[Opening Raw data section]

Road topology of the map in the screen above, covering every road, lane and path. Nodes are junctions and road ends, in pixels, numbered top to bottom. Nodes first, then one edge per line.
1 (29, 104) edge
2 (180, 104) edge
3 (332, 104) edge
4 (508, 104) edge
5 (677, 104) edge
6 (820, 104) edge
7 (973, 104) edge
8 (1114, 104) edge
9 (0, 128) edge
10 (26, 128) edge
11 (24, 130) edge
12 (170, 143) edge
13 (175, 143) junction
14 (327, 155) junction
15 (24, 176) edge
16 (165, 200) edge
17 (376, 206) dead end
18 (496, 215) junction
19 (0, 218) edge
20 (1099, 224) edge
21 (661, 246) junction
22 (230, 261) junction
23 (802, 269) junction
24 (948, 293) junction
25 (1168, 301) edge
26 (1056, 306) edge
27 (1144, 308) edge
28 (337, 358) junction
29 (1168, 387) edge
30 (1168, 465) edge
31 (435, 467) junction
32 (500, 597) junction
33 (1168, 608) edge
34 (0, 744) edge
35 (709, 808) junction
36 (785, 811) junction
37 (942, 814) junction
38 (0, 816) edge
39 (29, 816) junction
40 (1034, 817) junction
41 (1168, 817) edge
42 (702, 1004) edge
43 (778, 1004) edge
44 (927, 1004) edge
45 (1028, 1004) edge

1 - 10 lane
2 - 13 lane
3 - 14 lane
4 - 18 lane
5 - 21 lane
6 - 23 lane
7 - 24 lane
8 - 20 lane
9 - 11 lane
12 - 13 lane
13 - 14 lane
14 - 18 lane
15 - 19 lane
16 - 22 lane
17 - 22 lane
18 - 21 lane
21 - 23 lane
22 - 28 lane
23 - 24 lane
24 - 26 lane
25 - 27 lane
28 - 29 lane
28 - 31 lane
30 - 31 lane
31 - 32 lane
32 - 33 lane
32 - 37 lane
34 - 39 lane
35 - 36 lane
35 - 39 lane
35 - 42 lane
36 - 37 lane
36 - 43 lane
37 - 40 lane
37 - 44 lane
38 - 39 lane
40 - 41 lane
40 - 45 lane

[Closing Raw data section]

(Problem details): Could every entry above be printed again, word for word?

(Your response):
Road topology of the map in the screen above, covering every road, lane and path. Nodes are junctions and road ends, in pixels, numbered top to bottom. Nodes first, then one edge per line.
1 (29, 104) edge
2 (180, 104) edge
3 (332, 104) edge
4 (508, 104) edge
5 (677, 104) edge
6 (820, 104) edge
7 (973, 104) edge
8 (1114, 104) edge
9 (0, 128) edge
10 (26, 128) edge
11 (24, 130) edge
12 (170, 143) edge
13 (175, 143) junction
14 (327, 155) junction
15 (24, 176) edge
16 (165, 200) edge
17 (376, 206) dead end
18 (496, 215) junction
19 (0, 218) edge
20 (1099, 224) edge
21 (661, 246) junction
22 (230, 261) junction
23 (802, 269) junction
24 (948, 293) junction
25 (1168, 301) edge
26 (1056, 306) edge
27 (1144, 308) edge
28 (337, 358) junction
29 (1168, 387) edge
30 (1168, 465) edge
31 (435, 467) junction
32 (500, 597) junction
33 (1168, 608) edge
34 (0, 744) edge
35 (709, 808) junction
36 (785, 811) junction
37 (942, 814) junction
38 (0, 816) edge
39 (29, 816) junction
40 (1034, 817) junction
41 (1168, 817) edge
42 (702, 1004) edge
43 (778, 1004) edge
44 (927, 1004) edge
45 (1028, 1004) edge

1 - 10 lane
2 - 13 lane
3 - 14 lane
4 - 18 lane
5 - 21 lane
6 - 23 lane
7 - 24 lane
8 - 20 lane
9 - 11 lane
12 - 13 lane
13 - 14 lane
14 - 18 lane
15 - 19 lane
16 - 22 lane
17 - 22 lane
18 - 21 lane
21 - 23 lane
22 - 28 lane
23 - 24 lane
24 - 26 lane
25 - 27 lane
28 - 29 lane
28 - 31 lane
30 - 31 lane
31 - 32 lane
32 - 33 lane
32 - 37 lane
34 - 39 lane
35 - 36 lane
35 - 39 lane
35 - 42 lane
36 - 37 lane
36 - 43 lane
37 - 40 lane
37 - 44 lane
38 - 39 lane
40 - 41 lane
40 - 45 lane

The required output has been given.